• _Listed records_:
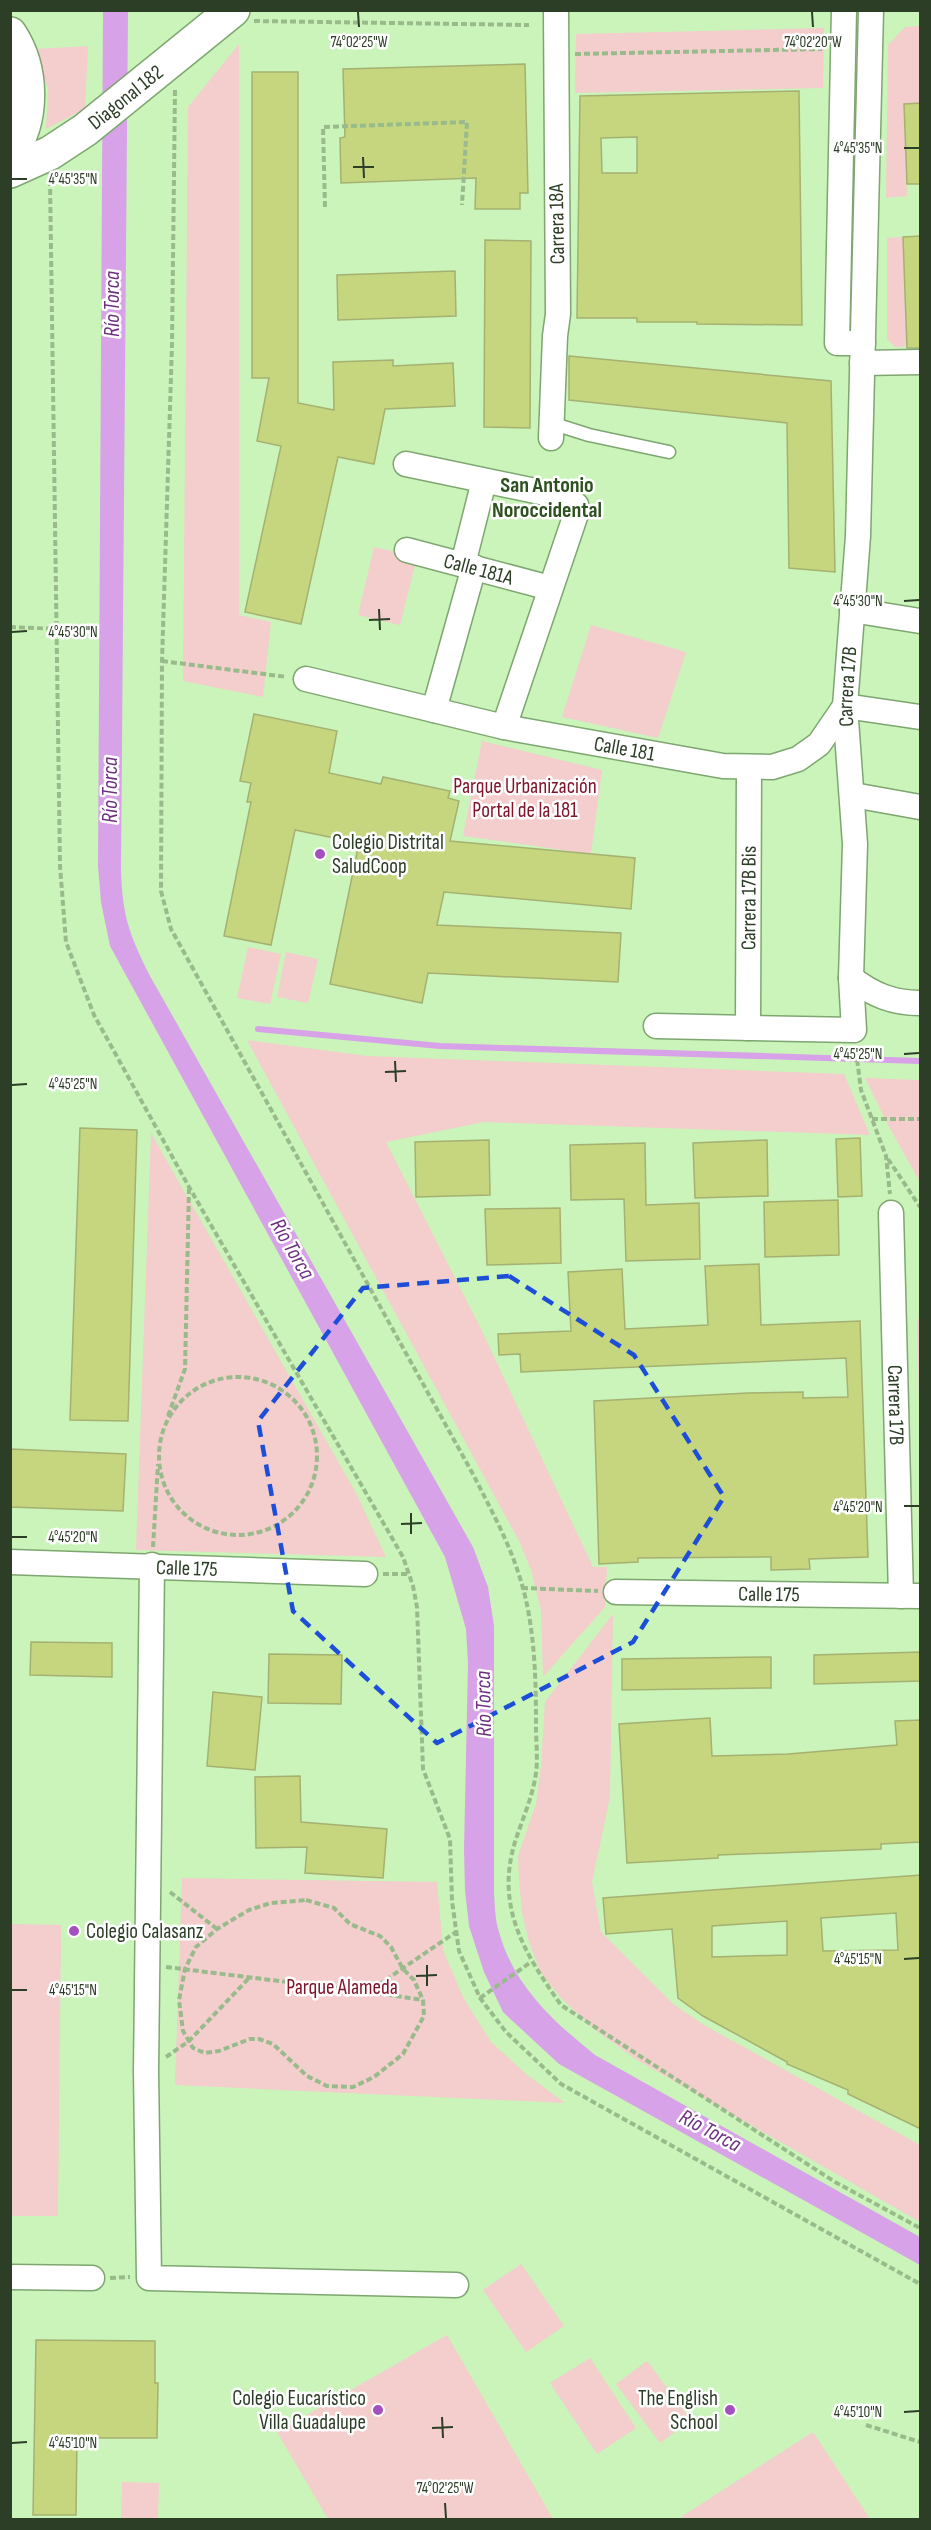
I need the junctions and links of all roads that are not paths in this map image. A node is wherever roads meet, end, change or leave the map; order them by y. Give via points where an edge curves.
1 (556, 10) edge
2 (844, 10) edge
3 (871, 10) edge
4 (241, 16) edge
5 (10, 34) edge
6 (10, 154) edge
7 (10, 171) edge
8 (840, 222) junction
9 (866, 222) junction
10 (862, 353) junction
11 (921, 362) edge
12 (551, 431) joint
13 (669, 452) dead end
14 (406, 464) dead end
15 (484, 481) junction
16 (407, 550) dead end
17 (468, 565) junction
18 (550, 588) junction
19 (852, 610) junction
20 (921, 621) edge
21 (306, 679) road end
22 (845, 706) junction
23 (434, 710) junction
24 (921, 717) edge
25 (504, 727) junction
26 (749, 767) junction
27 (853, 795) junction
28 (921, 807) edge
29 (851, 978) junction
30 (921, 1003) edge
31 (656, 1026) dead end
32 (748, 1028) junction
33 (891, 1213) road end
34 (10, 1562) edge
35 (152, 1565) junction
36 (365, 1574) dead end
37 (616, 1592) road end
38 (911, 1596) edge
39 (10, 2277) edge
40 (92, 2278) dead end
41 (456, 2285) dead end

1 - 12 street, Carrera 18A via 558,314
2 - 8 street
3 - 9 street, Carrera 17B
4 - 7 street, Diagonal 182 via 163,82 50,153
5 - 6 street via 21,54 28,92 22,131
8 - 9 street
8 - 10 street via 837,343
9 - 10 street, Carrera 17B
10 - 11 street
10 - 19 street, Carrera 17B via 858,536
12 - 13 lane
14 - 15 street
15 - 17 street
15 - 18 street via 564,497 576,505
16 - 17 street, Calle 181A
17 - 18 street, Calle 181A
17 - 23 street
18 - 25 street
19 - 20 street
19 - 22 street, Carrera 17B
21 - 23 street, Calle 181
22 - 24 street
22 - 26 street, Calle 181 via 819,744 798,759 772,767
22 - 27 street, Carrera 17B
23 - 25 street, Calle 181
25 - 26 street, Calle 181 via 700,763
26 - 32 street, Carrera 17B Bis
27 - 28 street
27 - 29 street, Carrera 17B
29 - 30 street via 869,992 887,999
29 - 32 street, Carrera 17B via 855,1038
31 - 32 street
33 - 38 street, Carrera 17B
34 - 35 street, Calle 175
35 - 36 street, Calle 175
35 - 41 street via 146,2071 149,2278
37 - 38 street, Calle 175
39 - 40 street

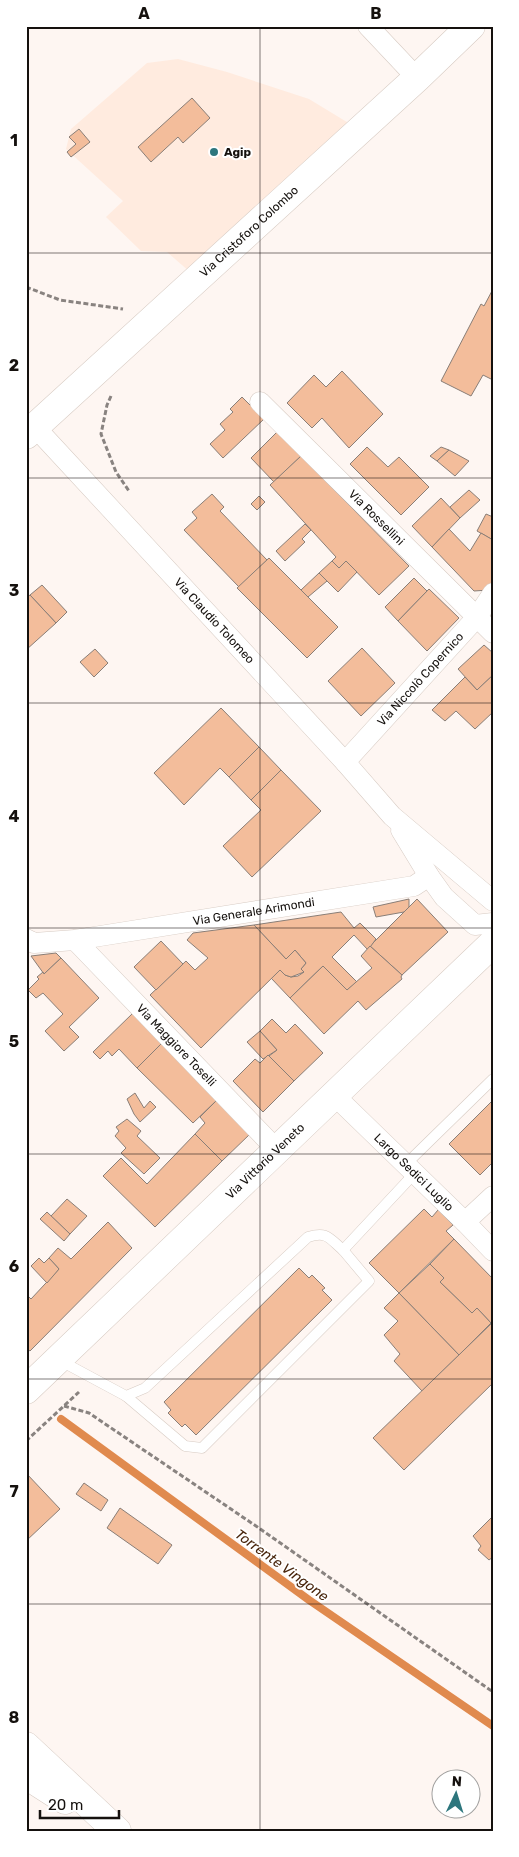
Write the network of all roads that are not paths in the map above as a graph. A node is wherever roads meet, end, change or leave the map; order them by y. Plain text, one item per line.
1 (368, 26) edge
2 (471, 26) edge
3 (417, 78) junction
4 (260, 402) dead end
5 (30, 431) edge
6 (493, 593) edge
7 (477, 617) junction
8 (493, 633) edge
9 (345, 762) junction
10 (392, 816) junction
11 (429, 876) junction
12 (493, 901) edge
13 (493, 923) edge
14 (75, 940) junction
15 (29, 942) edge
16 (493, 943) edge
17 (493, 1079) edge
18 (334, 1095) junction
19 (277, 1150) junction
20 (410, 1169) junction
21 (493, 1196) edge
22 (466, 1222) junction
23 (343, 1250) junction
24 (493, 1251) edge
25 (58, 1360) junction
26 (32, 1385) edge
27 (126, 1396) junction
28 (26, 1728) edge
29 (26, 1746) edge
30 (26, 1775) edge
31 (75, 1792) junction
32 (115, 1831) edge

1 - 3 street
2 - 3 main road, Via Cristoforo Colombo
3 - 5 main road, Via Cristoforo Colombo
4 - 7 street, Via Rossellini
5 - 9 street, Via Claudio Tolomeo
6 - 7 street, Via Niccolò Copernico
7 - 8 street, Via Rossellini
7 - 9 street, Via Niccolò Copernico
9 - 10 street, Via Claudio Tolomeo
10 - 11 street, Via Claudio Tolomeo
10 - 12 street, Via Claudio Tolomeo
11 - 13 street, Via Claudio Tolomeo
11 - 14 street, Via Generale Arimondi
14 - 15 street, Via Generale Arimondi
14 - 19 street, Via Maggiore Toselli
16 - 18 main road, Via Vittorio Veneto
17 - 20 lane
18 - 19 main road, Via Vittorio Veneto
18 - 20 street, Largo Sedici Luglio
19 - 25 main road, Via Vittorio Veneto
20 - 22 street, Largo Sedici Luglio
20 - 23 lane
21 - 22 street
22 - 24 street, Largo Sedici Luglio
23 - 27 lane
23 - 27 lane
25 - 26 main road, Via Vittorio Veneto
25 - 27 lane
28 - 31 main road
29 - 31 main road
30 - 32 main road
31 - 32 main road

• _Problem details_:
Counting the lines above that hold "Carrera", reply with the number and no other words.

• _Response area_:
10